-- Work to be completed --
The number of lines holding the string "Oliver" is all that is wanted; count them in the records below.

-- Collected data entries --
== Segment start ==
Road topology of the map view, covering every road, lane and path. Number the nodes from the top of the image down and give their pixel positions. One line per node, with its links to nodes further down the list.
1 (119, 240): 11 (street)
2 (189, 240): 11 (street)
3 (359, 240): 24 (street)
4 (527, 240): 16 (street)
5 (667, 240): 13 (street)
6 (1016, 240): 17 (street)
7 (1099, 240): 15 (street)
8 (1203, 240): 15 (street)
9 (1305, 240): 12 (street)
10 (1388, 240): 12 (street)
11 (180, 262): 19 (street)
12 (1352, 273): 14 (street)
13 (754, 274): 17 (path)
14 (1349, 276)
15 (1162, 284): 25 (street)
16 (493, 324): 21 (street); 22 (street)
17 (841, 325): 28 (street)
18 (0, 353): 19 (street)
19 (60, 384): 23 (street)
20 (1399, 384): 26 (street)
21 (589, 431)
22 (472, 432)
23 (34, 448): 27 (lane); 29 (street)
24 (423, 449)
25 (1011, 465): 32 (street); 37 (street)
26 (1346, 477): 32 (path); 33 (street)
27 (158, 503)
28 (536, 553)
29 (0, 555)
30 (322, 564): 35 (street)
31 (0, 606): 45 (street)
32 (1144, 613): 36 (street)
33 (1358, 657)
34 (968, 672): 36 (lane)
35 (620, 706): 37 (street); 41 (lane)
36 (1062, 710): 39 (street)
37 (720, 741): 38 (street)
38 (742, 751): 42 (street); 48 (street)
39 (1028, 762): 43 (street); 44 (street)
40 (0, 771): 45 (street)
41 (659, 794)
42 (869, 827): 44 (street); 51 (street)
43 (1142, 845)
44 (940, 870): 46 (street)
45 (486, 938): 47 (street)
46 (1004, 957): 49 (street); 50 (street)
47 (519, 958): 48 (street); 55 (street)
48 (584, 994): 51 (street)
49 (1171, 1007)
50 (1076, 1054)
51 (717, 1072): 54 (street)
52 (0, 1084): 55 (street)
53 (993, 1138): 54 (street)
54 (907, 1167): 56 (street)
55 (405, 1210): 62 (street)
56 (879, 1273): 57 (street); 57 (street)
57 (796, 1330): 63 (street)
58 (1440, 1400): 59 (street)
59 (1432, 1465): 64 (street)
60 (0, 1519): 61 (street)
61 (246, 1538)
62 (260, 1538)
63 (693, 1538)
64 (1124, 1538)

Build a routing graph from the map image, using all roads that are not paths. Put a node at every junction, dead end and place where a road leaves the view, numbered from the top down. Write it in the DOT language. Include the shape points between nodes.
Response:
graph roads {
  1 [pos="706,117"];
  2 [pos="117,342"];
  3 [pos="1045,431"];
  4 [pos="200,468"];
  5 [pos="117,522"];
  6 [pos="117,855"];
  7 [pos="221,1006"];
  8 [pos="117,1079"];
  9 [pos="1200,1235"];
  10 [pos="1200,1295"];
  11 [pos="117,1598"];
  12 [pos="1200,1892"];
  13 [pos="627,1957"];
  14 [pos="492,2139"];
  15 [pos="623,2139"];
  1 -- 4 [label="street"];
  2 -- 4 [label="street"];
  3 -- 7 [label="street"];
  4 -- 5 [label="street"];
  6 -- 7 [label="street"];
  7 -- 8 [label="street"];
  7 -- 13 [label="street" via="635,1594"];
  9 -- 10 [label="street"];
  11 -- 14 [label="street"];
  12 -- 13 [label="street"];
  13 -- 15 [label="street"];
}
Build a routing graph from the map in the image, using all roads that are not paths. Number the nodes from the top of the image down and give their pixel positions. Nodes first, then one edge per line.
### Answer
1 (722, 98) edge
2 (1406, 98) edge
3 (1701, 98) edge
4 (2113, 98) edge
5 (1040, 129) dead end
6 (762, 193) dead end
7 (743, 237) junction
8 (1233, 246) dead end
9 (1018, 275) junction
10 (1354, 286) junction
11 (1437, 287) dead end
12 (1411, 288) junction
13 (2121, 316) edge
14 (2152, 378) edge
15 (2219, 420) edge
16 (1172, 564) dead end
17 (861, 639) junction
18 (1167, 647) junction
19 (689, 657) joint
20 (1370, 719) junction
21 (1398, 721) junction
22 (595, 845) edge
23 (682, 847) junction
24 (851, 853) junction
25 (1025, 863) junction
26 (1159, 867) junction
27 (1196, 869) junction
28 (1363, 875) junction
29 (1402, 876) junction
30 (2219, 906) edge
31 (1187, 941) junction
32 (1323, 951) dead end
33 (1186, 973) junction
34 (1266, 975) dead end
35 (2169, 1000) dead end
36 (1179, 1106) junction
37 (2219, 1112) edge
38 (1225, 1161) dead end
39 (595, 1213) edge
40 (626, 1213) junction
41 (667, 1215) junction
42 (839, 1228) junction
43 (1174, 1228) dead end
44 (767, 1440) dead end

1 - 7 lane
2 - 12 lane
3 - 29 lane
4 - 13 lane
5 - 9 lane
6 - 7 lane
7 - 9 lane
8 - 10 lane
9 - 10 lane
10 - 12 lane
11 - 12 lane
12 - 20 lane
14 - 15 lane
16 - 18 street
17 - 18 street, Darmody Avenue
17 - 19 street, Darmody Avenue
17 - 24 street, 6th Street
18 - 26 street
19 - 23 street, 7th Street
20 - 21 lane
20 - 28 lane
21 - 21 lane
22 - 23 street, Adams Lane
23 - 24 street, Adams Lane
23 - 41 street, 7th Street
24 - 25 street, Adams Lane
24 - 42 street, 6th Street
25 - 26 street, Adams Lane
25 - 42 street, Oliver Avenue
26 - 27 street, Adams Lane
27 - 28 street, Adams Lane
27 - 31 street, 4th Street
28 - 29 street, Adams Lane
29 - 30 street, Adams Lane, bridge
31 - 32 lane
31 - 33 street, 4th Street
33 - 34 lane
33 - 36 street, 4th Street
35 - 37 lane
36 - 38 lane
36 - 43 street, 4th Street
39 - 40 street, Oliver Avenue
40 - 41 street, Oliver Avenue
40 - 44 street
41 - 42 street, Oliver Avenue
== Segment end ==
-- Written solution --
4